[Stored items]
——
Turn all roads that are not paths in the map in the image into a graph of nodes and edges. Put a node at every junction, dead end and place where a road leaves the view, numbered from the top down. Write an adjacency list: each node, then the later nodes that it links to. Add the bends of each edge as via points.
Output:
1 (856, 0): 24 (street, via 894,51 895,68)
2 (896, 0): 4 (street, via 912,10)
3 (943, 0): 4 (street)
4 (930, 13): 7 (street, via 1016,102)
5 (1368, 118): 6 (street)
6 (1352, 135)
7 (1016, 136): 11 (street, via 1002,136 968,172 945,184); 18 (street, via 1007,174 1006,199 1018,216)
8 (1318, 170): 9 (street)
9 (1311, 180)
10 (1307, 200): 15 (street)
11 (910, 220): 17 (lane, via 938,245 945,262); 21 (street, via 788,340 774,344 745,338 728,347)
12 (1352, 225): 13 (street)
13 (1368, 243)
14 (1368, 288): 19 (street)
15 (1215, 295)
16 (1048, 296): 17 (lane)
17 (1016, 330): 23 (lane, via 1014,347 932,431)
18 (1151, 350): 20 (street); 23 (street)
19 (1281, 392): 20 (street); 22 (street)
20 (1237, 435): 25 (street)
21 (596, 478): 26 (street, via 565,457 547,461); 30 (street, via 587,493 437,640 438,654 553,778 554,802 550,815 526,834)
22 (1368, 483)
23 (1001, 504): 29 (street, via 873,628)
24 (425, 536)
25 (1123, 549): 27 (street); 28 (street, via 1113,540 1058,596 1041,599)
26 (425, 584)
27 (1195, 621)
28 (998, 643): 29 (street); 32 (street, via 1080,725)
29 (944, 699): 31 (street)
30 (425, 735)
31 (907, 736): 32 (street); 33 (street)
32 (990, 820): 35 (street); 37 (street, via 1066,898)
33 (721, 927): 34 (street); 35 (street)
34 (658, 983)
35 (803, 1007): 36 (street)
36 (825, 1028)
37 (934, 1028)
——
• [WHAT IS REQUIRED]
A verbatim reproduction of all the records above is the expected answer.

• [SOLUTION]
Turn all roads that are not paths in the map in the image into a graph of nodes and edges. Put a node at every junction, dead end and place where a road leaves the view, numbered from the top down. Write an adjacency list: each node, then the later nodes that it links to. Add the bends of each edge as via points.
Output:
1 (856, 0): 24 (street, via 894,51 895,68)
2 (896, 0): 4 (street, via 912,10)
3 (943, 0): 4 (street)
4 (930, 13): 7 (street, via 1016,102)
5 (1368, 118): 6 (street)
6 (1352, 135)
7 (1016, 136): 11 (street, via 1002,136 968,172 945,184); 18 (street, via 1007,174 1006,199 1018,216)
8 (1318, 170): 9 (street)
9 (1311, 180)
10 (1307, 200): 15 (street)
11 (910, 220): 17 (lane, via 938,245 945,262); 21 (street, via 788,340 774,344 745,338 728,347)
12 (1352, 225): 13 (street)
13 (1368, 243)
14 (1368, 288): 19 (street)
15 (1215, 295)
16 (1048, 296): 17 (lane)
17 (1016, 330): 23 (lane, via 1014,347 932,431)
18 (1151, 350): 20 (street); 23 (street)
19 (1281, 392): 20 (street); 22 (street)
20 (1237, 435): 25 (street)
21 (596, 478): 26 (street, via 565,457 547,461); 30 (street, via 587,493 437,640 438,654 553,778 554,802 550,815 526,834)
22 (1368, 483)
23 (1001, 504): 29 (street, via 873,628)
24 (425, 536)
25 (1123, 549): 27 (street); 28 (street, via 1113,540 1058,596 1041,599)
26 (425, 584)
27 (1195, 621)
28 (998, 643): 29 (street); 32 (street, via 1080,725)
29 (944, 699): 31 (street)
30 (425, 735)
31 (907, 736): 32 (street); 33 (street)
32 (990, 820): 35 (street); 37 (street, via 1066,898)
33 (721, 927): 34 (street); 35 (street)
34 (658, 983)
35 (803, 1007): 36 (street)
36 (825, 1028)
37 (934, 1028)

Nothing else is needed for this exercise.